Well, the good news is that banks have options and packages in major education centres around the world that cater to international students just like you. Make sure to do comprehensive research on each of the prerequisites and benefits; compare interest rates and withdrawal fees, and ask your seniors about their bank experience. Of course, it’s best to get your parents an additional card back home from American Express, MasterCard, or an international bank. If that’s not an option for you in the US, Canada, Australia and the UK, we have compiled tips on getting an international student credit card.
To apply to most American banks for a credit card, you will need a Social Security Number (SSN). Thankfully, anyone with an F-1, M-1, or J-1 student visa can legally work in the United States, which means that even if you work part-time or on campus, you can get an SSN. Alternatively, some banks allow applicants to use an SSN instead of their taxpayer identification number (ITIN).
At the same time with different perks, Bank of America, Discover, Capital One, Deserve, and Citibank all offer international student credit card options. Note that to get started, some banks offer a secured credit card that requires you to deposit the amount of money you are going to use as a credit line. Once you create a strong history on your secured credit card, which typically takes six to 12 months, you may reapply for a credit card.

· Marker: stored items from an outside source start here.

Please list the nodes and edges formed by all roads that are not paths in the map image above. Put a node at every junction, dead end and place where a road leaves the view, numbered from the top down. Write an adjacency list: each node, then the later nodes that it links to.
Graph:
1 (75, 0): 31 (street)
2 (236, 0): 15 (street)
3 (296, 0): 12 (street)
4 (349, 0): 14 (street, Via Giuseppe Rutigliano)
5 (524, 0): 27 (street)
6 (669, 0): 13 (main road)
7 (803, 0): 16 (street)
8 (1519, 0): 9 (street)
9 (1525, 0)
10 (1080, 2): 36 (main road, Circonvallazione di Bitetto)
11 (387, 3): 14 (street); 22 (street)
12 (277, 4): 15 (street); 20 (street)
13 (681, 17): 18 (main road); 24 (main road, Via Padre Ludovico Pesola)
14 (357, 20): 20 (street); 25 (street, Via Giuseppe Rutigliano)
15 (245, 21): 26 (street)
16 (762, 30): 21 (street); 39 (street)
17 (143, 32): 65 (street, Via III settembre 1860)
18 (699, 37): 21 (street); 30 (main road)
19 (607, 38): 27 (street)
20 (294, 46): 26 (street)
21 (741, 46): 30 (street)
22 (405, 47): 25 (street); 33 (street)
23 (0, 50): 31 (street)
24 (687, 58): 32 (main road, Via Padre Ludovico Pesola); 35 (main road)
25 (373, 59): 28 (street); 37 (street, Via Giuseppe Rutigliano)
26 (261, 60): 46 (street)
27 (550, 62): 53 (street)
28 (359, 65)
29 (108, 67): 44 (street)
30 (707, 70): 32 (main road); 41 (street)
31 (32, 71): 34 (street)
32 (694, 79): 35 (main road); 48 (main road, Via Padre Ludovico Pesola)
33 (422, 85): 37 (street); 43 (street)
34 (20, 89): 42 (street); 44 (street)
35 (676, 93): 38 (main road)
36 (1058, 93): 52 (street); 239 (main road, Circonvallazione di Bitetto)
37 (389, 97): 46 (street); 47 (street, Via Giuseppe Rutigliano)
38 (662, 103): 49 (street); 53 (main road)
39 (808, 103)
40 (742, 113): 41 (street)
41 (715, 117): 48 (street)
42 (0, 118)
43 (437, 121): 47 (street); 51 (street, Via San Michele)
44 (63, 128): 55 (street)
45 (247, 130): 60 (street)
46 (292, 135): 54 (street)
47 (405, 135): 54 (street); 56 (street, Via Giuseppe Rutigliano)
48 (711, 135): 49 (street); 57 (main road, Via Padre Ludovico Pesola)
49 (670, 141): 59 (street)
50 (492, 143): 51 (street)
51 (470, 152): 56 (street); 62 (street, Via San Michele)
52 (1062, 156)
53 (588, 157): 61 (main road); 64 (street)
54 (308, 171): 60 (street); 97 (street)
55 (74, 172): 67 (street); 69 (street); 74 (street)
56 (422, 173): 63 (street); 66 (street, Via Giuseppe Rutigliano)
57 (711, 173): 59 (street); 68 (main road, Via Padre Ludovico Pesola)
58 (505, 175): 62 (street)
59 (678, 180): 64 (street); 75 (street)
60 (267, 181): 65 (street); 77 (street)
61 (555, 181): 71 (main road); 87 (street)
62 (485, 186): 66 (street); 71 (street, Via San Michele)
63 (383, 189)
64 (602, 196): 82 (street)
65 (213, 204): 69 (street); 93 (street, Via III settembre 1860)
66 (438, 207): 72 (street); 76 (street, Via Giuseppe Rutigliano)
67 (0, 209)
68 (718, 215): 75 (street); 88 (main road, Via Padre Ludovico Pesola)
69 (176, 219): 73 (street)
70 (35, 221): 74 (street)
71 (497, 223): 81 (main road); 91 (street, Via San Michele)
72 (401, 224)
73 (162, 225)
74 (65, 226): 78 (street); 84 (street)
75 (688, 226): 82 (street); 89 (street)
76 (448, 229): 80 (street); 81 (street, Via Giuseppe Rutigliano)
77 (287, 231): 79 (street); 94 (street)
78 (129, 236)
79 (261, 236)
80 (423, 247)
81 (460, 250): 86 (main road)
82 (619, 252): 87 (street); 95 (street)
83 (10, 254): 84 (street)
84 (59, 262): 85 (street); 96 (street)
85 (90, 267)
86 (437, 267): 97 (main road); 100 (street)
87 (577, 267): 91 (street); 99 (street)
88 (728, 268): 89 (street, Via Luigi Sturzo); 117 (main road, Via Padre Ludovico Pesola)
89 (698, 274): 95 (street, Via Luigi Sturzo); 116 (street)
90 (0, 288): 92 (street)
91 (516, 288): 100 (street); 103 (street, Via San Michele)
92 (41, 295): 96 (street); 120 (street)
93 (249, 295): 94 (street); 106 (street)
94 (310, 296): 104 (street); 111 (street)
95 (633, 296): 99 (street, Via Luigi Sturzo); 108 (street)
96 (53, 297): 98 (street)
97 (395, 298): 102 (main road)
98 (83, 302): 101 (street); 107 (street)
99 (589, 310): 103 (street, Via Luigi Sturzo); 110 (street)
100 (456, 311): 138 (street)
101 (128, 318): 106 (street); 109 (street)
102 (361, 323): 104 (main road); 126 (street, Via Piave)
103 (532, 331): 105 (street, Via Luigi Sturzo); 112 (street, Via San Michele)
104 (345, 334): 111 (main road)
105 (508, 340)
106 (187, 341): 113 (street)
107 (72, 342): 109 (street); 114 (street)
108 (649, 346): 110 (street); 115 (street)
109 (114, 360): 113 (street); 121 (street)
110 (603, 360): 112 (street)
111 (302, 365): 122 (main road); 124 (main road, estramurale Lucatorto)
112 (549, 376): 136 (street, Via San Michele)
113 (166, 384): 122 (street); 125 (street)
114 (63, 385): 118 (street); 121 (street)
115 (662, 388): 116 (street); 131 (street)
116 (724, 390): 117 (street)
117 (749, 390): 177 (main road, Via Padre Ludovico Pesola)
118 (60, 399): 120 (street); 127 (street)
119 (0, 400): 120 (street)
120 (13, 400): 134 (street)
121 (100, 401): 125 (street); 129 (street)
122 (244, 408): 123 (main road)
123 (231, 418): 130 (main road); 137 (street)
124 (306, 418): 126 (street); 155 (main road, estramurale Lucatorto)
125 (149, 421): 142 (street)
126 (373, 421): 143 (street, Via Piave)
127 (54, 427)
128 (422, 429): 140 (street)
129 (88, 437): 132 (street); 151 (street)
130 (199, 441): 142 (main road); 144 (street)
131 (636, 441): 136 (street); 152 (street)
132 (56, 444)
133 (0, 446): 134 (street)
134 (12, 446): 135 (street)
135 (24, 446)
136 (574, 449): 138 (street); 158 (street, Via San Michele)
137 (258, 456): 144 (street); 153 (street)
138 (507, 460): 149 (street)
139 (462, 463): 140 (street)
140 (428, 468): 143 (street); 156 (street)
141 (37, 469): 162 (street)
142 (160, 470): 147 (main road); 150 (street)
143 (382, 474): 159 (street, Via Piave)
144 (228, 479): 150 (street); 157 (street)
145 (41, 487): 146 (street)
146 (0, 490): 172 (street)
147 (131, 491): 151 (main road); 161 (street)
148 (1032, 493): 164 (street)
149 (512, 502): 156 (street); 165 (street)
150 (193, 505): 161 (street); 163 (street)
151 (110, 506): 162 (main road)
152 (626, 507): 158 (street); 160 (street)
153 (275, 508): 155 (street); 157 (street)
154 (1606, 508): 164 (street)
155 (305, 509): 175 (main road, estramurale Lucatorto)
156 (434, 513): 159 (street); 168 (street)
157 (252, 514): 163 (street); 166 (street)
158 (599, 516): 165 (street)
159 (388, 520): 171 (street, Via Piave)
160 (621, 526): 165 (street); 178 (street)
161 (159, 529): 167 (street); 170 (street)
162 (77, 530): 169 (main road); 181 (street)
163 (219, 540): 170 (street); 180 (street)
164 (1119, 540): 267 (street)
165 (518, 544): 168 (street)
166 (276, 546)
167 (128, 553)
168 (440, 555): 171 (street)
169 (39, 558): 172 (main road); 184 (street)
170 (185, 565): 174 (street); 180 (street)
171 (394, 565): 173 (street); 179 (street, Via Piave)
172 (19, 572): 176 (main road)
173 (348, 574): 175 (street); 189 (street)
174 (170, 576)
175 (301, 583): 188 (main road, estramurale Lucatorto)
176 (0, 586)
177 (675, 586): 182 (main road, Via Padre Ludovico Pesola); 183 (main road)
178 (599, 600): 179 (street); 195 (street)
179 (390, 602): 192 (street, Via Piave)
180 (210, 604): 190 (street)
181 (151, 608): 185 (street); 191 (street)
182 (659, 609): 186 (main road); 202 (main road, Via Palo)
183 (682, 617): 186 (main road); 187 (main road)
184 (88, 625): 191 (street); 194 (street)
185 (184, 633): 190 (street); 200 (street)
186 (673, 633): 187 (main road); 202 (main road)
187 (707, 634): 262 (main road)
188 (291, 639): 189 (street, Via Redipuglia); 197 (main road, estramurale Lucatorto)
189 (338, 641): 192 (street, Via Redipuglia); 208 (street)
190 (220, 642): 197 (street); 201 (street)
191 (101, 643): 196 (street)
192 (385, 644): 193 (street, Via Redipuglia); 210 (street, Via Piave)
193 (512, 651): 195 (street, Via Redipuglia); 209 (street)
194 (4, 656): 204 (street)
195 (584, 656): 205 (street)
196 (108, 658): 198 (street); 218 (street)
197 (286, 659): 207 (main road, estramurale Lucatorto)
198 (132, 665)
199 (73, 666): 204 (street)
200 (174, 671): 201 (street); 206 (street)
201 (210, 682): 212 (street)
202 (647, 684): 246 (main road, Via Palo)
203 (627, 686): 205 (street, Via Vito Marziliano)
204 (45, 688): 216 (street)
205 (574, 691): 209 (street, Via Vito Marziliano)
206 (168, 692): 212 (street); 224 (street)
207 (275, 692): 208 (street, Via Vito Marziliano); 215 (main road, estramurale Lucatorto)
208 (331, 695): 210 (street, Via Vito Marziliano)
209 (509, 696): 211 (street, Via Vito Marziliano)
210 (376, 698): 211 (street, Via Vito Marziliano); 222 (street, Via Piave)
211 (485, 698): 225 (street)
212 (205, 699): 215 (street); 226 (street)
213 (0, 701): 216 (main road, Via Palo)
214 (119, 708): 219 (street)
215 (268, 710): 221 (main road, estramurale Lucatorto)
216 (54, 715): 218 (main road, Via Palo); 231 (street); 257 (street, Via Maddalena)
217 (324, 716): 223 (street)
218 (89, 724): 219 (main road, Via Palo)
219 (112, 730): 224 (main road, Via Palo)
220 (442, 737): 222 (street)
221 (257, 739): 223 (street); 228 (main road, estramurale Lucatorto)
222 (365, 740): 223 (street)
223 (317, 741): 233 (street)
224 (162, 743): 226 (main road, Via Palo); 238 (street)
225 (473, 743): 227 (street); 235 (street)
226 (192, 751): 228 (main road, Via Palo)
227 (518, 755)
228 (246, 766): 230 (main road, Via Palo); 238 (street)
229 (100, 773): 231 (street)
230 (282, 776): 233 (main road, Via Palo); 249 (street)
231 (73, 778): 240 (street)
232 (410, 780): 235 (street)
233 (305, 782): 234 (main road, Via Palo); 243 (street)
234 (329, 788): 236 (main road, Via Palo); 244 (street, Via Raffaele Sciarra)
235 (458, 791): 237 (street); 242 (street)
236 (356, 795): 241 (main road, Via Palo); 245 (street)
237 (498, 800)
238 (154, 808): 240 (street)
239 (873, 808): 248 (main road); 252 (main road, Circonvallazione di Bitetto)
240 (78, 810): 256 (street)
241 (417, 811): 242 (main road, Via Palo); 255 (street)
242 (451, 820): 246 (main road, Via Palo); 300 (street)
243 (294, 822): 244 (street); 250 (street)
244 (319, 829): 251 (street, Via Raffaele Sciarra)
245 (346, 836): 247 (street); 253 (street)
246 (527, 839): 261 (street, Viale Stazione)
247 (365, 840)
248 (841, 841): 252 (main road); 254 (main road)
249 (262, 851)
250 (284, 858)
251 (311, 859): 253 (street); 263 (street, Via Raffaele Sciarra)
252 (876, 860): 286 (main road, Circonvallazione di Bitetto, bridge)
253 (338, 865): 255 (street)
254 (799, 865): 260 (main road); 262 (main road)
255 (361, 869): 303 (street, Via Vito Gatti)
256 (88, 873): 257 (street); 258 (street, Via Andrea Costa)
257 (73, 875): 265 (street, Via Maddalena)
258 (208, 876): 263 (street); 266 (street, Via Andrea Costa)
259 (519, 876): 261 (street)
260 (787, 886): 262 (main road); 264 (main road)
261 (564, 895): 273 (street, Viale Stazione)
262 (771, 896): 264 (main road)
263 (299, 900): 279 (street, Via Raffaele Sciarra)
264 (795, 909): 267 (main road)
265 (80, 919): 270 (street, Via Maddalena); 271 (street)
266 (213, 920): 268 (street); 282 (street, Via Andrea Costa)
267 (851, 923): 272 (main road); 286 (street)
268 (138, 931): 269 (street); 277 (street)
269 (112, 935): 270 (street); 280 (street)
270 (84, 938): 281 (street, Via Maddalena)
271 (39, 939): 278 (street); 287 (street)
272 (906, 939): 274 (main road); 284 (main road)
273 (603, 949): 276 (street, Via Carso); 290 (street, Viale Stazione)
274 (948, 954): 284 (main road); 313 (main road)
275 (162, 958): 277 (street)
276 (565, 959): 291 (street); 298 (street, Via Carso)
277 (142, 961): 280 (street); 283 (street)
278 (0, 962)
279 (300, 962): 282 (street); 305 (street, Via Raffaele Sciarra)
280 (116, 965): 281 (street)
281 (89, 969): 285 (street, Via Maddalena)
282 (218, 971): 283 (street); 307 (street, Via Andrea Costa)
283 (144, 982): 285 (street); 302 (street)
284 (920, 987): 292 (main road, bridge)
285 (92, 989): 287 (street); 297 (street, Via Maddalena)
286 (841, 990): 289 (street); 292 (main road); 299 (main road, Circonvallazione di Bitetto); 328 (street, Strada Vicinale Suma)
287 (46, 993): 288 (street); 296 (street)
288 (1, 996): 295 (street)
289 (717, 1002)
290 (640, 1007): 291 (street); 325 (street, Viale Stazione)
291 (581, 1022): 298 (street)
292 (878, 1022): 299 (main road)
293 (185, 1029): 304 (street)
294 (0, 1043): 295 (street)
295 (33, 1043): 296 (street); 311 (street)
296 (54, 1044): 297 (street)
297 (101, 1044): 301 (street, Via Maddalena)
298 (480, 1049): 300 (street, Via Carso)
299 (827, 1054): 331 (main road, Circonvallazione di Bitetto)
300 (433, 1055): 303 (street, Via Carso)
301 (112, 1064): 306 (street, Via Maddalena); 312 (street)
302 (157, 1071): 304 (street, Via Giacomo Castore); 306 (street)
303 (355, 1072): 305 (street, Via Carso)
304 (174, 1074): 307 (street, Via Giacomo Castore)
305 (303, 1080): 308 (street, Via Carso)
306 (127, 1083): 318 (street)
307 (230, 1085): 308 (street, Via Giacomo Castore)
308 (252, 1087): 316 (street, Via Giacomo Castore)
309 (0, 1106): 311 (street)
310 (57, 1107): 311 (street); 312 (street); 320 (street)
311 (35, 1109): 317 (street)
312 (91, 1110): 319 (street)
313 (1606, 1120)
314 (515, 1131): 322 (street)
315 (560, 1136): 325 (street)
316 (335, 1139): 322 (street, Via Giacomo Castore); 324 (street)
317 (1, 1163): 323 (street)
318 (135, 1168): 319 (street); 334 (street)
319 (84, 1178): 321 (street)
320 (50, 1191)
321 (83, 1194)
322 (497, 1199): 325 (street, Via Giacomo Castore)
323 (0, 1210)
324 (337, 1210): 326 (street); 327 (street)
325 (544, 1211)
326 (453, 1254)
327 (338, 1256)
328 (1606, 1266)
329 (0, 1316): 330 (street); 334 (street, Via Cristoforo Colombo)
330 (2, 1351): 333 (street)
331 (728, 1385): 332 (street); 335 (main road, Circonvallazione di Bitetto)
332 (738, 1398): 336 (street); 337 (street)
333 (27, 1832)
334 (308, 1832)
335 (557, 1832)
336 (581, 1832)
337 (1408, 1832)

RBC, BMO, CIBC, TD Canada Trust and Scotiabank, the big five banks in Canada, all have packages for international students that at least include a secured credit card. For instance, while you’re studying, the CIBC card encourages you to build your credit history. You will, therefore, not need to pay a security deposit or prove your history of income. It is even customized with benefits, such as travel and cashback rewards, that would be attractive to average students.
While there are credit cards in the UK for international students, there is a need for some banks to see some credit history. This helps if you can use a card from your home country to prove this or if you apply for a credit card from a bank where you already have a registered account. Otherwise, look for limited credit cards aimed at students at universities.
For those enrolled full-time at TAFE or university, several Australian banks offer international student credit cards. You need to demonstrate your current visa status and banking history, so you need to apply for an Australian bank account. Of course, if you are employed, you have a greater opportunity to succeed in your application. To apply for an international student credit card, some banks even require a minimum income. Your Youth Allowance or Austudy can be regarded as revenue by these banks.
Financial literacy is crucial now that you’re on your way to owning a credit card. Settle payments on time, keep a budget, and use your card only when needed. Owning a credit card, after all, is not just a luxury, it’s a responsibility as well.